Decided Sept. 2, 1993.
5 F.3d 543
NOTICE: Ninth Circuit Rule 36-3 provides that dispositions other than opinions or orders designated for publication are not precedential and should not be cited except when relevant under the doctrines of law of the case, res judicata, or collateral estoppel.
Appeal from the United States District Court, for the Central District of California, D.C. No. CR-90-0575-WWW-2; David W. Williams, Senior District Judge, Presiding.
Before: KOZINSKI, SILER* and KLEINFELD, Circuit Judges.
Defendant Rowe was convicted for distribution of a substance containing cocaine base, in violation of 18 U.S.C. Sec. 841(a)(1). He raises three errors on appeal: (1) failure of the court to have portions of the trial testimony read to the jury, upon request; (2) denial of a new trial based on a Brady violation; and (3) denial of the defendant's motion for a continuance for an independent test of the seized drugs. For the reasons stated herein, the judgment of the district court will be affirmed.
During deliberations, the jury requested that portions of the testimony of DEA Agent Azzam be read. As the court reporter who had taken that testimony was on leave for another five days and the court determined that the notes of the reporter would be difficult for another reporter to read, the judge told the jury that it would have to depend upon its recollection of the testimony. "In general, rereading [of testimony] is disfavored because of the emphasis it places on specific testimony and the delay it causes in the trial." United States v. Nolan, 700 F.2d 479, 486 (9th Cir.), cert. denied, 462 U.S. 1123 (1983). The decision of the district court not to read the testimony is reviewed for abuse of discretion. United States v. Castillo, 866 F.2d 1071, 1084 (9th Cir.1988). We find no abuse of discretion by the district court under these circumstances.

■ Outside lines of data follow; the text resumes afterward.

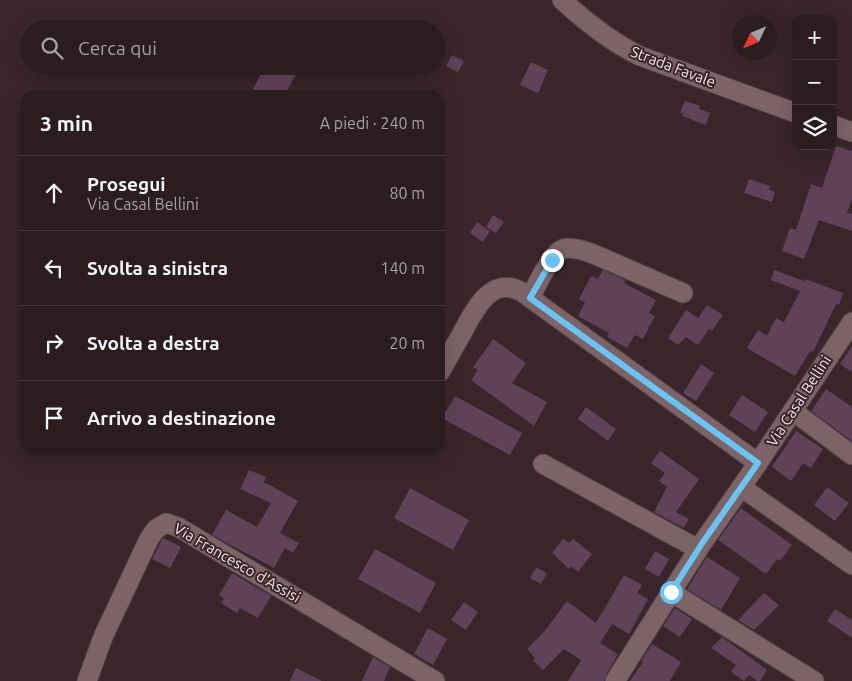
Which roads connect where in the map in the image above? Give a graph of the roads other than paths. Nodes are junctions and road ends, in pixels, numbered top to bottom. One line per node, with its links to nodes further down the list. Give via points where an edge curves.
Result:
1 (562, 0): 2 (street, Strada Favale, via 590,25 627,50)
2 (792, 112)
3 (837, 127): 4 (street)
4 (852, 132)
5 (683, 293): 6 (street, via 598,256 568,248 560,250 554,257)
6 (530, 298): 8 (street, via 515,288 502,288 488,294 474,310); 11 (street)
7 (852, 322): 9 (street, Via Casal Bellini)
8 (445, 363)
9 (793, 411): 10 (street); 11 (street, Via Casal Bellini)
10 (852, 455)
11 (758, 463): 13 (street, Via Casal Bellini)
12 (543, 464): 14 (street)
13 (742, 487): 14 (street, Via Casal Bellini); 15 (street)
14 (698, 549): 16 (street, Via Casal Bellini)
15 (852, 565)
16 (671, 592): 19 (street, Via Casal Bellini); 20 (street)
17 (87, 681): 18 (street, Via Francesco d'Assisi, via 103,637 149,539 166,523 178,527)
18 (435, 681)
19 (615, 681)
20 (814, 681)

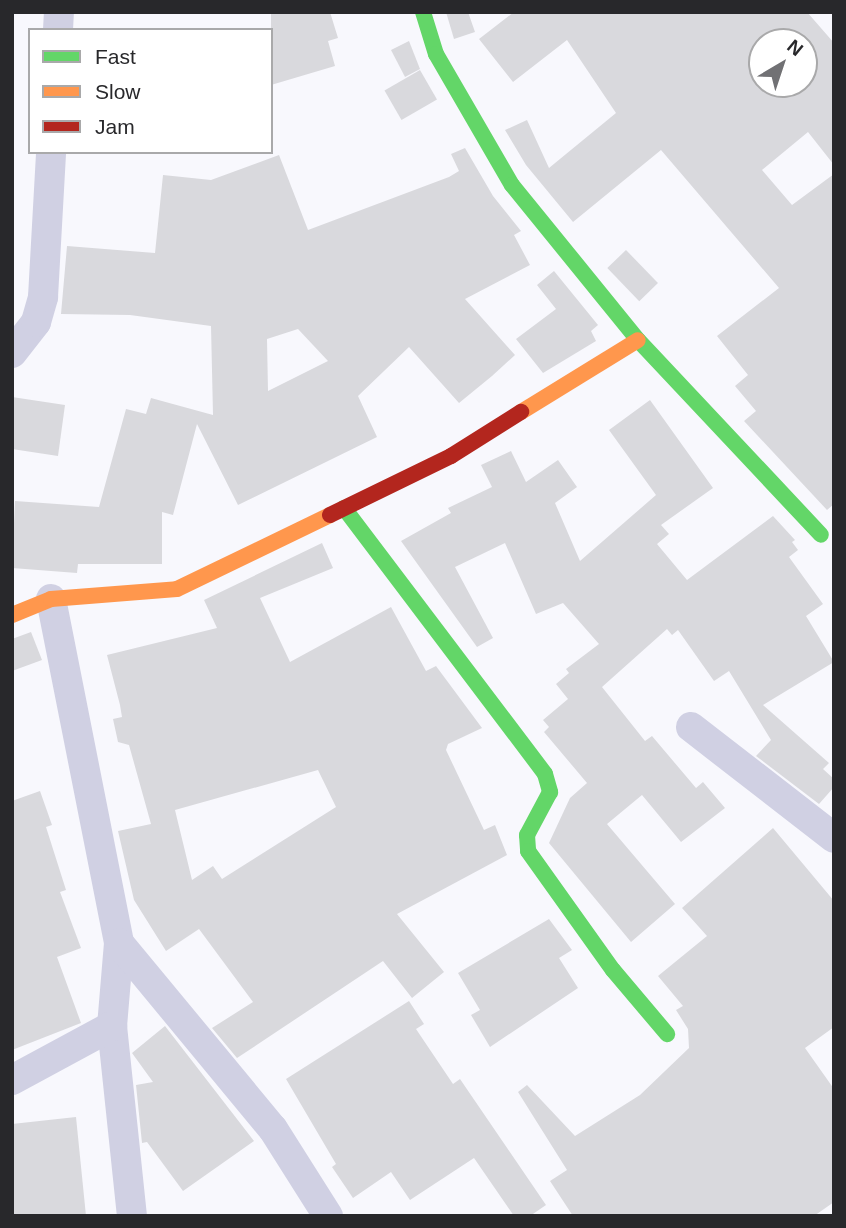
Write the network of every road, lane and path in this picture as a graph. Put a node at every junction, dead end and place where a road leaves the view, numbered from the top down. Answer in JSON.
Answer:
{"nodes":[{"id":1,"x":423,"y":12,"type":"edge"},
{"id":2,"x":51,"y":154,"type":"edge"},
{"id":3,"x":638,"y":340,"type":"junction"},
{"id":4,"x":12,"y":354,"type":"edge"},
{"id":5,"x":344,"y":508,"type":"junction"},
{"id":6,"x":821,"y":535,"type":"dead end"},
{"id":7,"x":51,"y":599,"type":"junction"},
{"id":8,"x":12,"y":615,"type":"edge"},
{"id":9,"x":691,"y":727,"type":"dead end"},
{"id":10,"x":834,"y":838,"type":"edge"},
{"id":11,"x":119,"y":943,"type":"junction"},
{"id":12,"x":112,"y":1026,"type":"junction"},
{"id":13,"x":667,"y":1034,"type":"dead end"},
{"id":14,"x":12,"y":1080,"type":"edge"},
{"id":15,"x":132,"y":1216,"type":"edge"},
{"id":16,"x":328,"y":1216,"type":"edge"}],
"edges":[{"from":1,"to":3,"type":"street"},
{"from":2,"to":4,"type":"street"},
{"from":3,"to":5,"type":"street"},
{"from":3,"to":6,"type":"street"},
{"from":5,"to":7,"type":"street"},
{"from":5,"to":13,"type":"street"},
{"from":7,"to":8,"type":"street"},
{"from":7,"to":11,"type":"street"},
{"from":9,"to":10,"type":"street"},
{"from":11,"to":12,"type":"street"},
{"from":11,"to":16,"type":"street"},
{"from":12,"to":14,"type":"street"},
{"from":12,"to":15,"type":"street"}]}
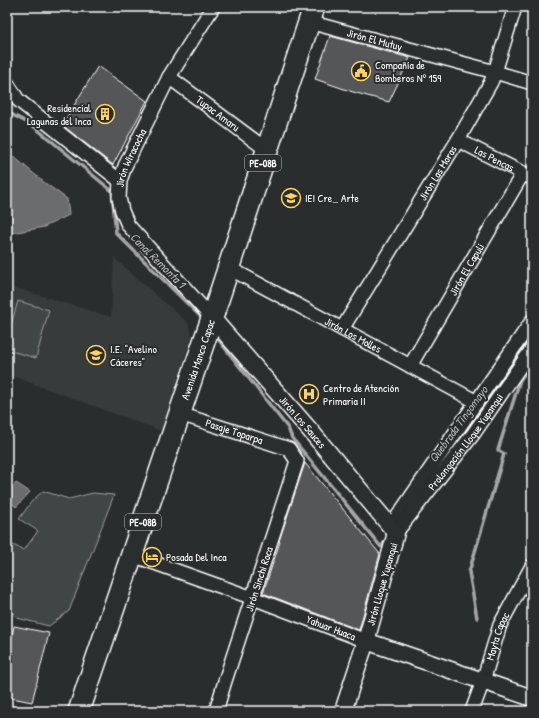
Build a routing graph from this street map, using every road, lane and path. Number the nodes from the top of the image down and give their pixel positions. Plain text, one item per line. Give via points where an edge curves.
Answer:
1 (213, 7) edge
2 (515, 7) edge
3 (311, 15) edge
4 (495, 72) junction
5 (169, 77) junction
6 (7, 83) edge
7 (532, 83) edge
8 (458, 140) junction
9 (267, 150) junction
10 (528, 176) edge
11 (120, 181) junction
12 (229, 268) junction
13 (532, 321) edge
14 (210, 325) junction
15 (342, 329) junction
16 (532, 349) edge
17 (410, 366) junction
18 (477, 402) junction
19 (180, 414) junction
20 (289, 449) joint
21 (393, 530) junction
22 (132, 555) junction
23 (532, 566) edge
24 (253, 598) junction
25 (366, 641) junction
26 (482, 681) junction
27 (532, 698) edge
28 (79, 711) edge
29 (216, 711) edge
30 (343, 711) edge
31 (472, 711) edge

1 - 5 street, Jirón Wiracocha
2 - 4 street, Jirón Las Moras
3 - 4 street, Jirón El Mutuy
3 - 9 main road, Avenida Manco Capac / PE-08B
4 - 7 street, Jirón El Mutuy
4 - 8 street, Jirón Las Moras
5 - 9 street, Tupac Amaru
5 - 11 street, Jirón Wiracocha
6 - 11 street via 18,100
8 - 10 street, Las Pencas
8 - 15 street, Jirón Las Moras
9 - 12 main road, Avenida Manco Capac / PE-08B
10 - 17 street, Jirón El Capuli
11 - 14 street, Jirón Wiracocha via 119,198 128,225
12 - 14 main road, Avenida Manco Capac / PE-08B
12 - 15 street, Jirón Los Molles
13 - 18 street
14 - 19 main road, Avenida Manco Capac / PE-08B
14 - 21 street, Jirón Los Sauces via 309,429
15 - 17 street, Jirón Los Molles
16 - 21 street, Prolongación Lloque Yupanqui via 474,433
17 - 18 street, Jirón Los Molles
18 - 21 street
19 - 20 street, Pasaje Toparpa
19 - 22 main road, Avenida Manco Capac / PE-08B
20 - 24 street, Jirón Sinchi Roca via 298,461
21 - 25 street, Jirón Lloque Yupanqui
22 - 24 street, Yahuar Huaca
22 - 28 main road, Avenida Manco Capac / PE-08B
23 - 26 street, Mayta Capac via 500,625
24 - 25 street, Yahuar Huaca
24 - 29 street, Jirón Sinchi Roca
25 - 26 street, Yahuar Huaca
25 - 30 street, Jirón Lloque Yupanqui
26 - 27 street, Yahuar Huaca
26 - 31 street, Mayta Capac

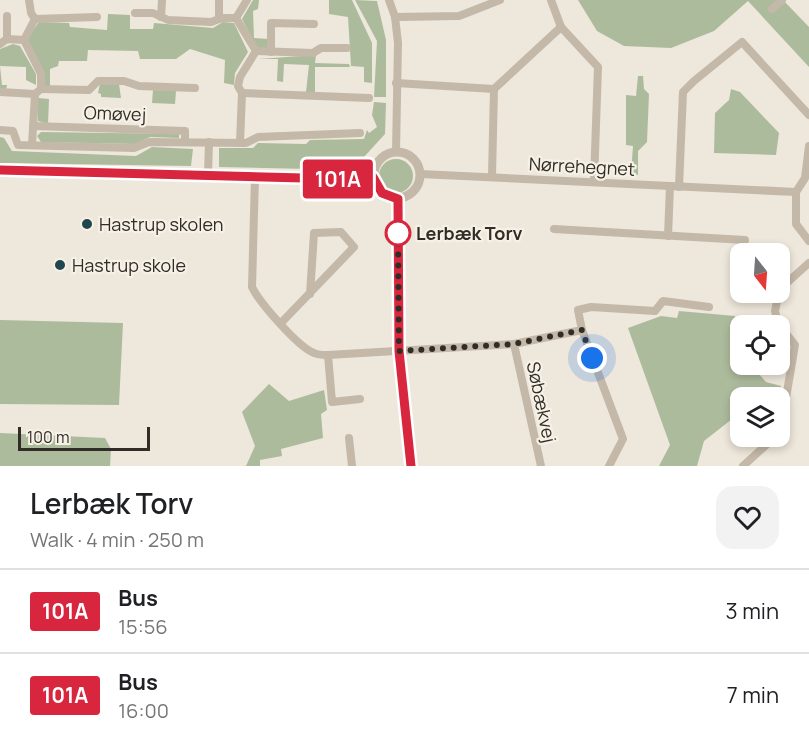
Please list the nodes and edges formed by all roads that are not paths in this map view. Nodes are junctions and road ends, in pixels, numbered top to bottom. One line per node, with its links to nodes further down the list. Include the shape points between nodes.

Before trial, Rowe requested disclosure of informant Bolton's rap sheet. The case agent advised the prosecutor that there was none and this was verified by a negative computer check under the California Indexing Information (CII). Bolton testified that he had no criminal record. After trial was completed, it was discovered that Bolton had misdemeanor convictions in several municipal courts, for traffic violations, passing a check with nonsufficient funds, and burglary.

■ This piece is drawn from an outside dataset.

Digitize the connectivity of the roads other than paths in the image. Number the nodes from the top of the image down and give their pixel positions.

The defendant then filed a motion for a new trial, alleging a violation of Brady v. Maryland, 373 U.S. 83, 87 (1963). Although, as the prosecution admits, it was under a duty to produce Bolton's criminal record, there has been no allegation that the government acted in bad faith by concealing any document which the U.S. Attorney possessed. Because the newly discovered evidence of the convictions was merely impeaching evidence and because Bolton's testimony was corroborated by the testimony of others, we find no abuse of discretion in the failure of the district court to grant a new trial. See United States v. Walgren, 855 F.2d 1417, 1428 (9th Cir.1989).

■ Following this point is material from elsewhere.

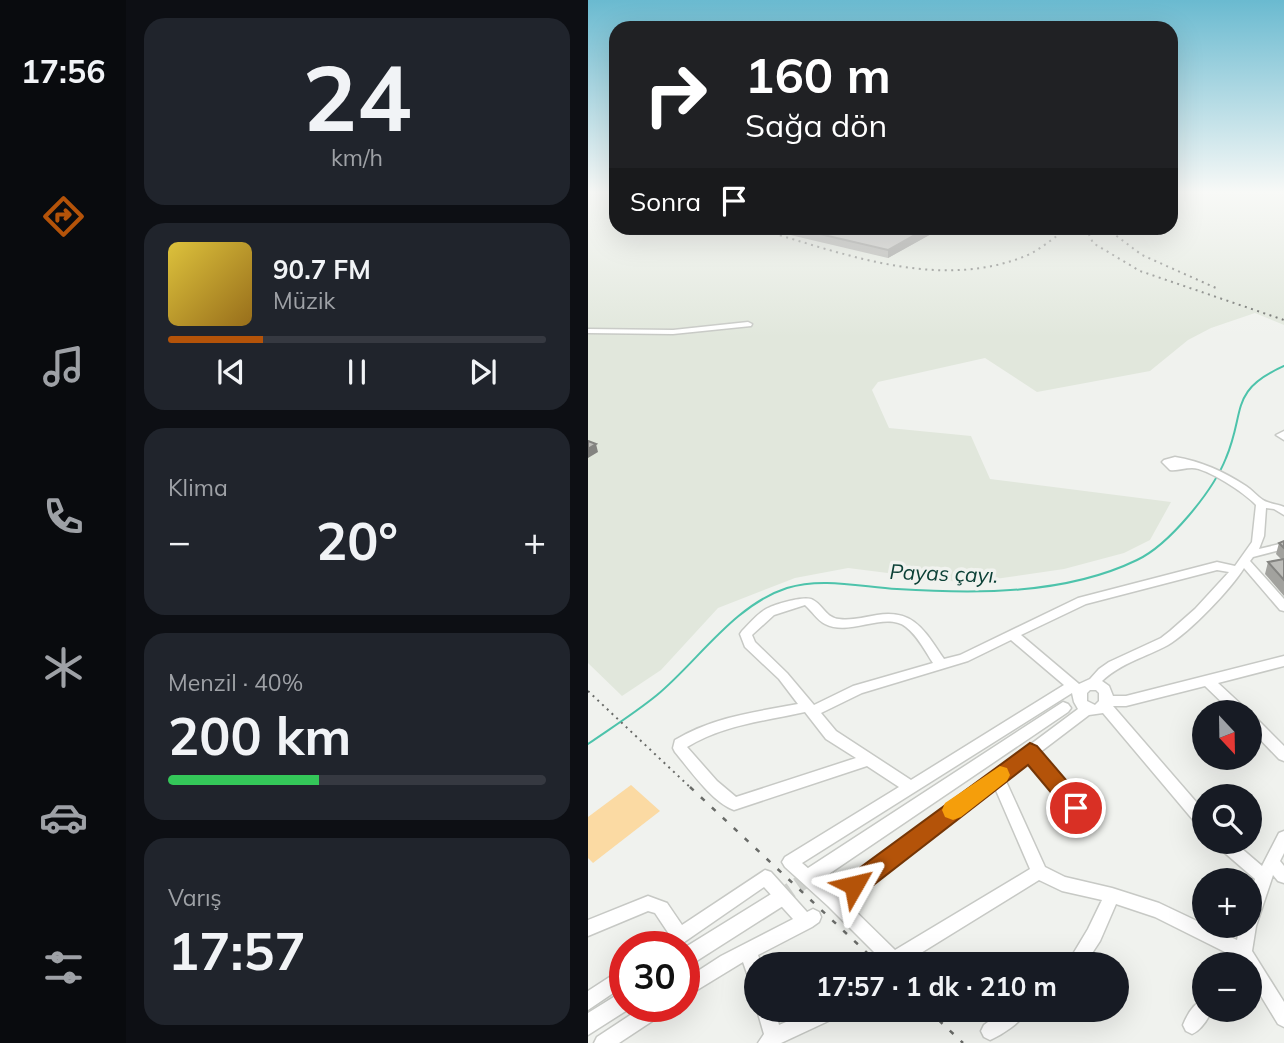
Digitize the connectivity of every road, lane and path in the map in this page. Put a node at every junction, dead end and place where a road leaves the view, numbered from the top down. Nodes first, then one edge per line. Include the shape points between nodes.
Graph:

Finally, prior to trial, Rowe obtained an order allowing his chemist to analyze the seized drugs. However, because of a miscommunication between the DEA and Rowe's chemist, the substance was not provided to Rowe's counsel in time to test it before trial. Because the motion for a continuance was filed on the eve of trial, the court denied it, but left Rowe an opportunity to conduct the test after trial, in event of conviction. Nevertheless, Rowe did not move to examine the substance after trial. Therefore, inasmuch as he has not shown any prejudice by the failure to grant the continuance, we find no error. See United States v. Long, 706 F.2d 1044, 1053 (9th Cir.1983).